**EXERCISE BRIEF**
Can you transcribe every entry word for word, skipping the images?

------ GIVEN RECORDS

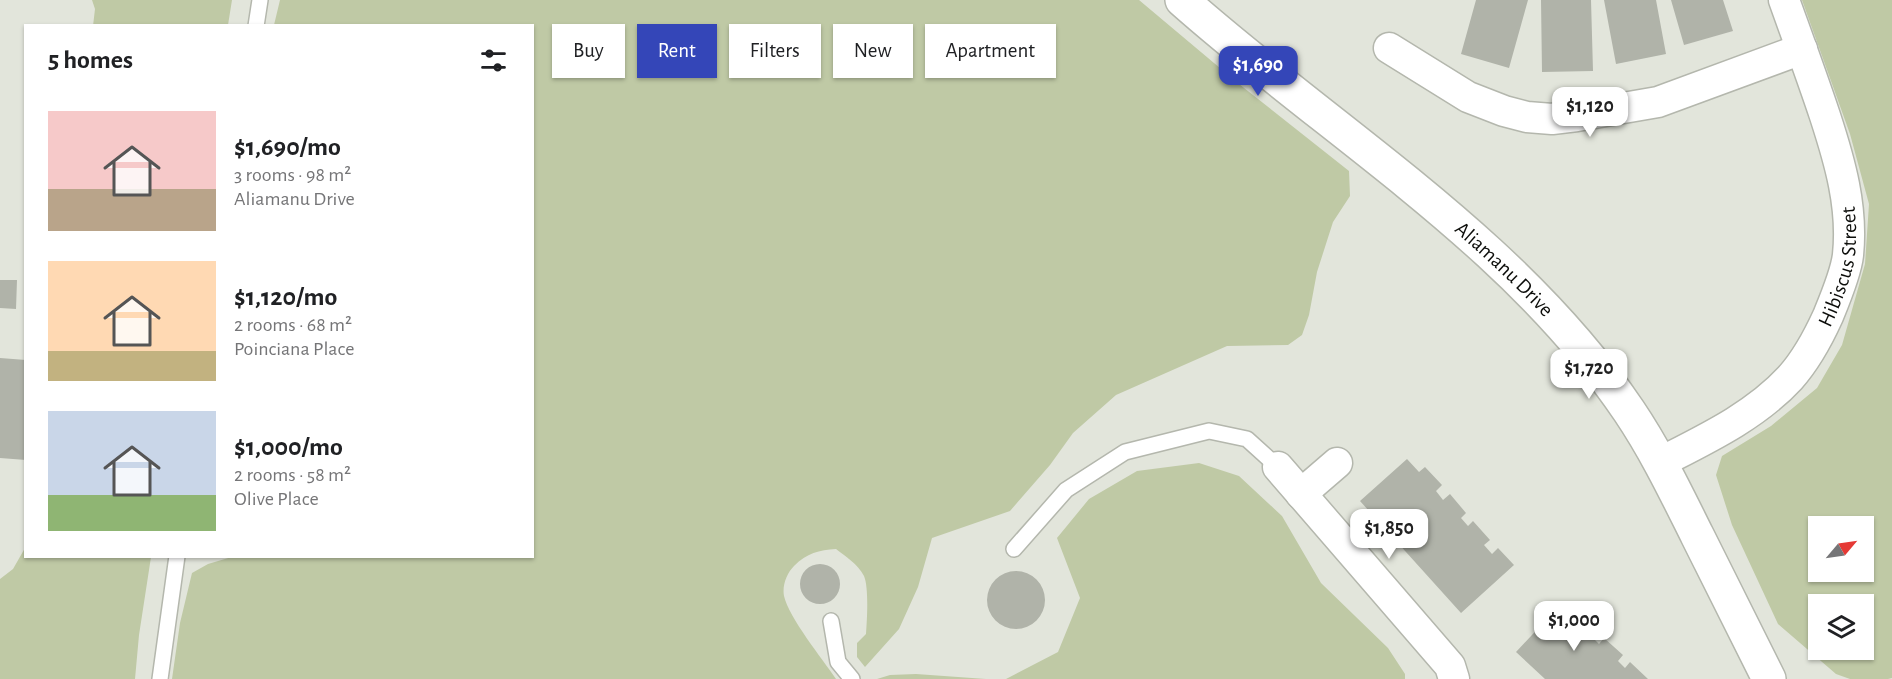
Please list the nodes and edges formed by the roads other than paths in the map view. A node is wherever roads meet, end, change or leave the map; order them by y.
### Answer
1 (260, 0) edge
2 (1182, 0) edge
3 (1784, 0) edge
4 (256, 24) edge
5 (1389, 48) dead end
6 (1802, 49) junction
7 (1661, 462) junction
8 (1337, 463) dead end
9 (1278, 467) joint
10 (1301, 494) junction
11 (1014, 549) dead end
12 (177, 558) edge
13 (831, 621) dead end
14 (160, 679) edge
15 (852, 679) edge
16 (1454, 679) edge
17 (1769, 679) edge

1 - 4 lane
2 - 7 street, Aliamanu Drive
3 - 6 street, Hibiscus Street
5 - 6 street
6 - 7 street, Hibiscus Street
7 - 17 street, Aliamanu Drive
8 - 10 street
9 - 10 street
9 - 11 lane
10 - 16 street
12 - 14 lane
13 - 15 lane

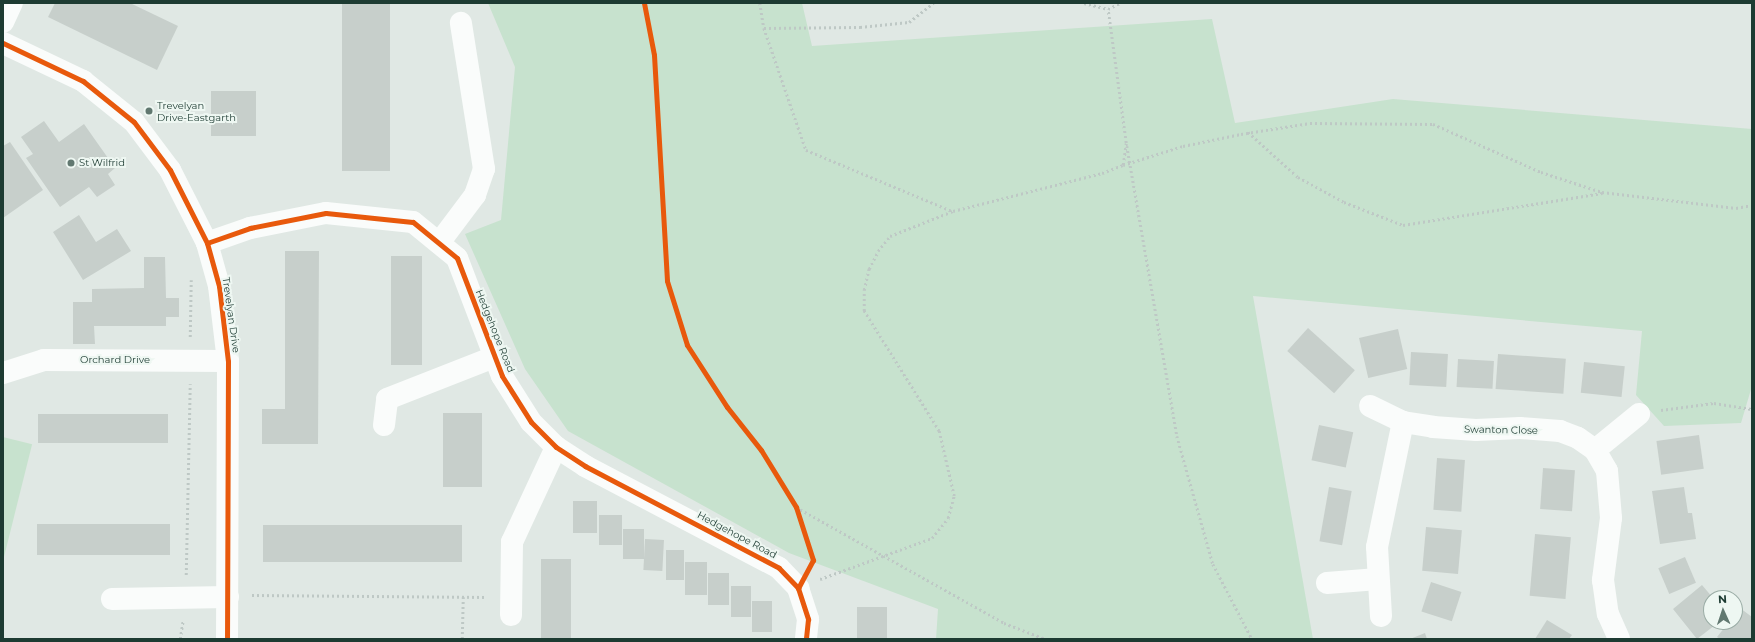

------------

**RESULT OF THE TASK**
Please list the nodes and edges formed by the roads other than paths in the map view. A node is wherever roads meet, end, change or leave the map; order them by y.
### Answer
1 (260, 0) edge
2 (1182, 0) edge
3 (1784, 0) edge
4 (256, 24) edge
5 (1389, 48) dead end
6 (1802, 49) junction
7 (1661, 462) junction
8 (1337, 463) dead end
9 (1278, 467) joint
10 (1301, 494) junction
11 (1014, 549) dead end
12 (177, 558) edge
13 (831, 621) dead end
14 (160, 679) edge
15 (852, 679) edge
16 (1454, 679) edge
17 (1769, 679) edge

1 - 4 lane
2 - 7 street, Aliamanu Drive
3 - 6 street, Hibiscus Street
5 - 6 street
6 - 7 street, Hibiscus Street
7 - 17 street, Aliamanu Drive
8 - 10 street
9 - 10 street
9 - 11 lane
10 - 16 street
12 - 14 lane
13 - 15 lane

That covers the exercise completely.